> **Exercise**
All lines below containing the string "pinky" are to be copied.

─── Records provided

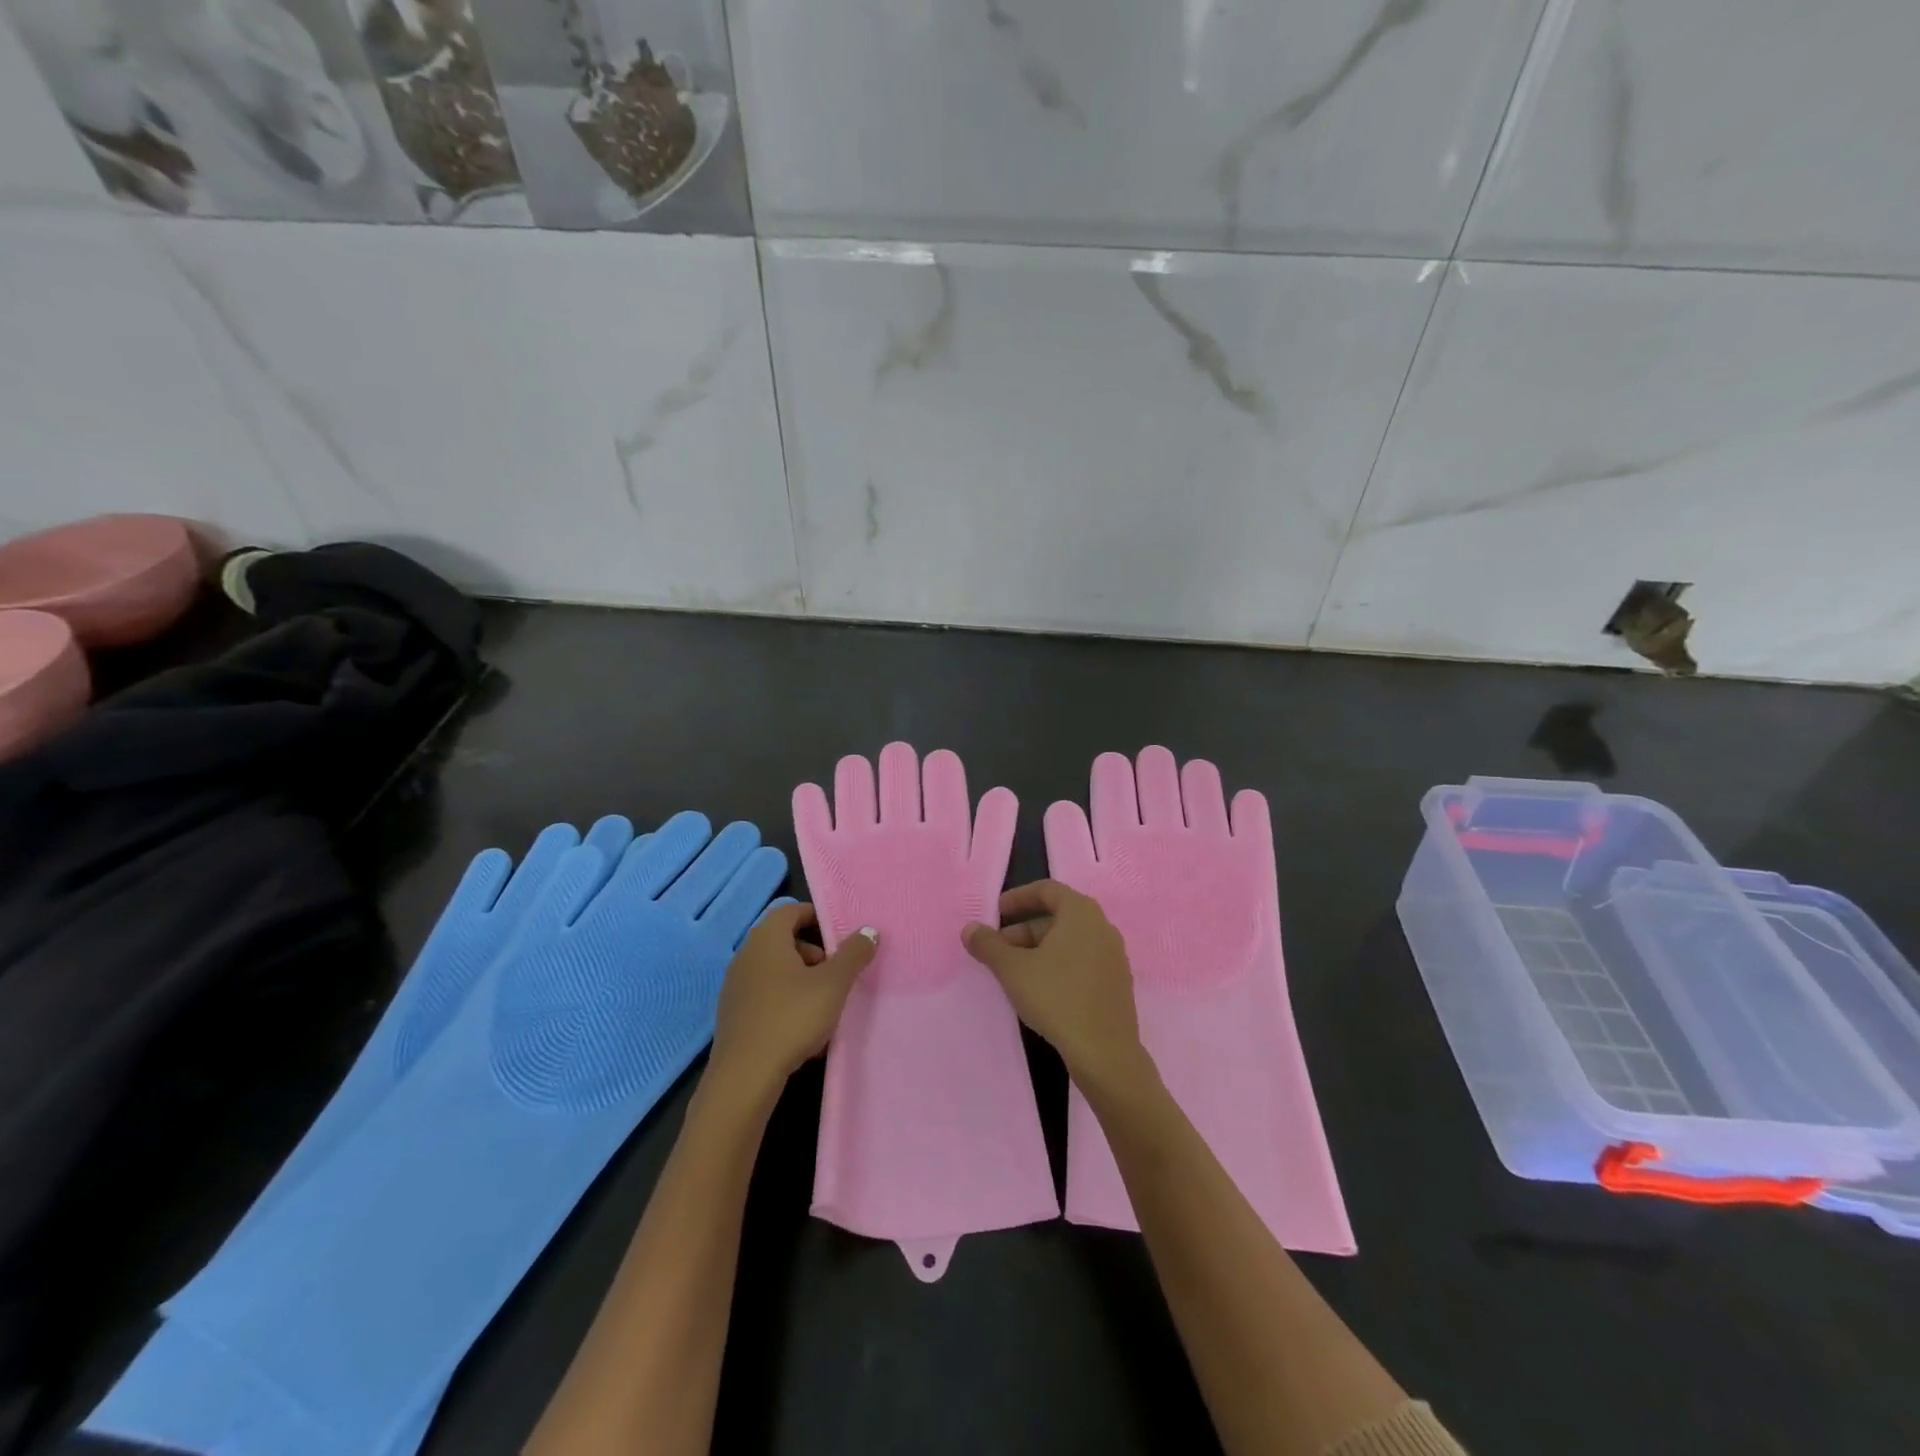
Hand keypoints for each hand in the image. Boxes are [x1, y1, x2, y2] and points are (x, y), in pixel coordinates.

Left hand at [708, 904, 877, 1101]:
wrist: (745, 1076)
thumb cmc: (792, 1017)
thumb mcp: (833, 984)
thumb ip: (853, 954)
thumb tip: (868, 931)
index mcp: (766, 939)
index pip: (792, 910)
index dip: (818, 917)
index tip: (841, 937)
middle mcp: (746, 955)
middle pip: (785, 940)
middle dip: (815, 952)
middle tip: (836, 974)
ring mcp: (736, 986)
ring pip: (776, 969)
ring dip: (802, 979)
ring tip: (824, 1004)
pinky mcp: (733, 1014)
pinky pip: (766, 994)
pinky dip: (786, 1000)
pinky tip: (803, 1028)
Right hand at [962, 880, 1150, 1095]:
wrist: (1105, 1053)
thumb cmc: (1057, 998)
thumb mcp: (1013, 970)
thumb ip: (988, 945)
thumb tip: (969, 929)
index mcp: (1082, 913)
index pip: (1047, 890)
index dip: (1017, 898)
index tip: (995, 913)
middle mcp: (1102, 927)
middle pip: (1057, 917)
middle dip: (1023, 930)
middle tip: (997, 950)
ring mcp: (1114, 956)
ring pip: (1069, 941)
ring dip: (1038, 950)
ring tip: (1013, 973)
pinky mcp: (1116, 983)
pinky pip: (1082, 961)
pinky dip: (1058, 965)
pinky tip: (1040, 990)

──────

> **Task solution**
pinky mcp: (733, 1014)
pinky pip: (766, 994)
pinky dip: (786, 1000)
pinky tip: (803, 1028)
pinky mcp: (1116, 983)
pinky pip: (1082, 961)
pinky dip: (1058, 965)
pinky tip: (1040, 990)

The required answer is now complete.